Aaron Broadwell, a linguist at the State University of New York at Albany,
and chairman of the Linguistic Society of America's Committee for
Endangered Languages and Their Preservation. "The last speakers are dying
now."

Globalization Speeds Disappearance

"All the evidence that we have seems to suggest that the rate of language
extinction is accelerating," said Broadwell, who blames globalization.
"All the people who were living in the corners of the world sort of
isolated from the nation-states are now in contact with the rest of the
world."

As contact increases, it becomes harder for people to get along without
learning and dealing extensively in the language and economy of the
dominant culture. Eventually, younger generations might see less use in
learning or teaching the native language, or leave traditional areas in
pursuit of jobs.

In that way, without a concerted effort to preserve it, a vibrant language
can become endangered in a few generations.
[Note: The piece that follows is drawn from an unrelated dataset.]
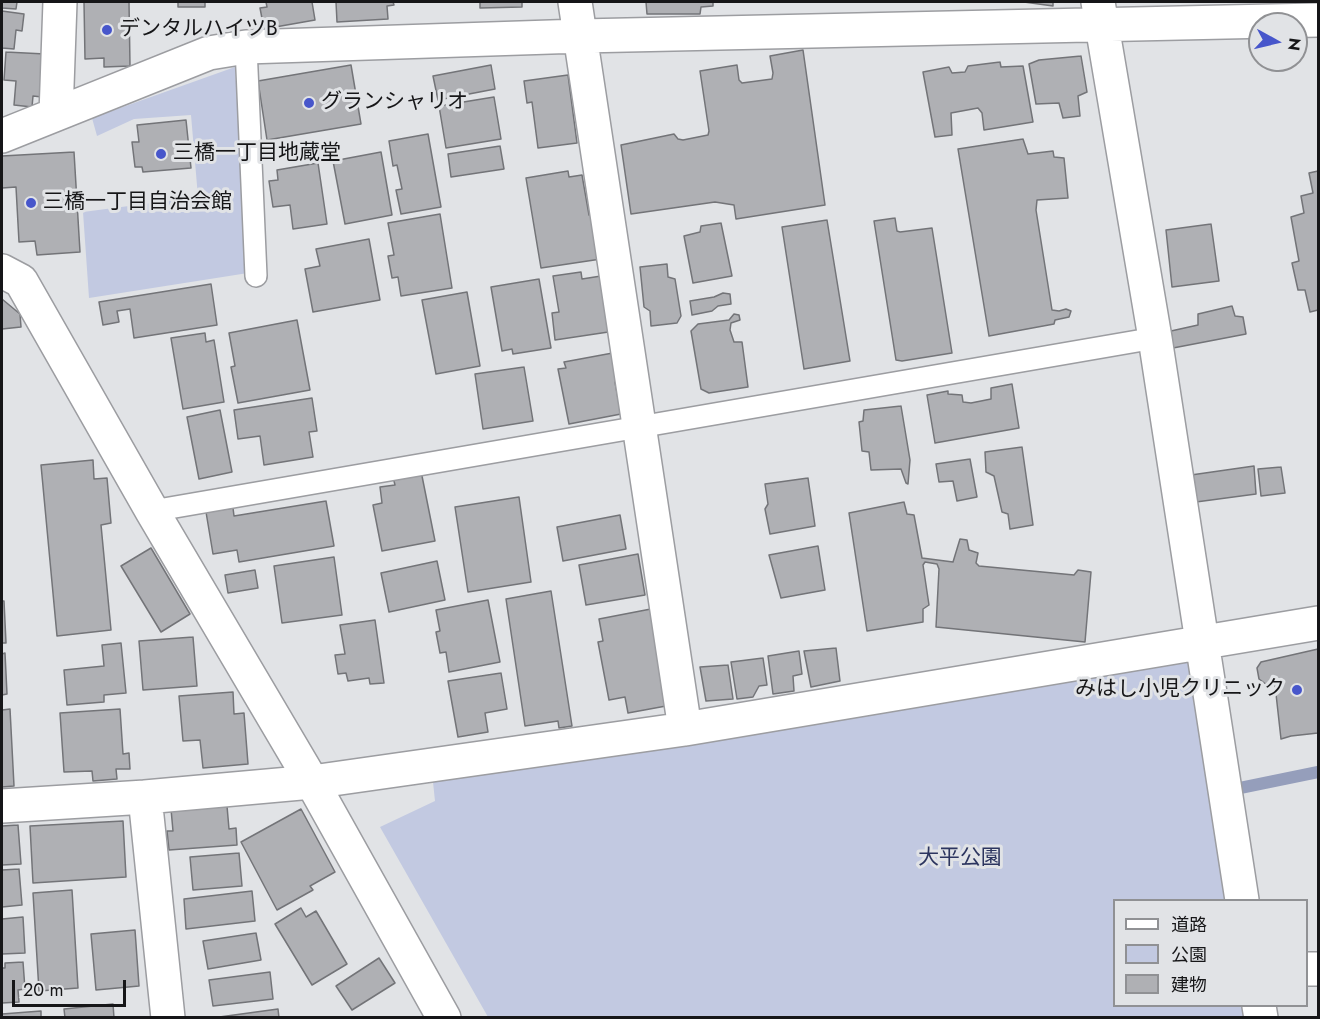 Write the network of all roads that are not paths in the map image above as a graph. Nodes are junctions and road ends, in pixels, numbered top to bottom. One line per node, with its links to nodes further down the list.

"The speakers themselves don't really notice their kids aren't speaking
their language anymore," said Douglas Whalen, president of the Endangered
Language Fund at Yale University. "What's really sad is when they don't
notice they're making that decision."

Sometimes language extinction is accelerated by government policy or
repression, or laws requiring the dominant language for education or
public business.

"It can be a very sad thing," said Broadwell, who has studied minority
languages in the United States and Mexico. "Often, the last speakers can
feel isolated. They have no one to speak to in their native tongue and the
stories and the oral histories they tell in their native tongue they know
will die with them."

Added Steven Bird, a computational linguist at the University of
Pennsylvania: "Imagine you are the last surviving speaker of English in a
hostile world that has no interest in English. That's what it must feel
like."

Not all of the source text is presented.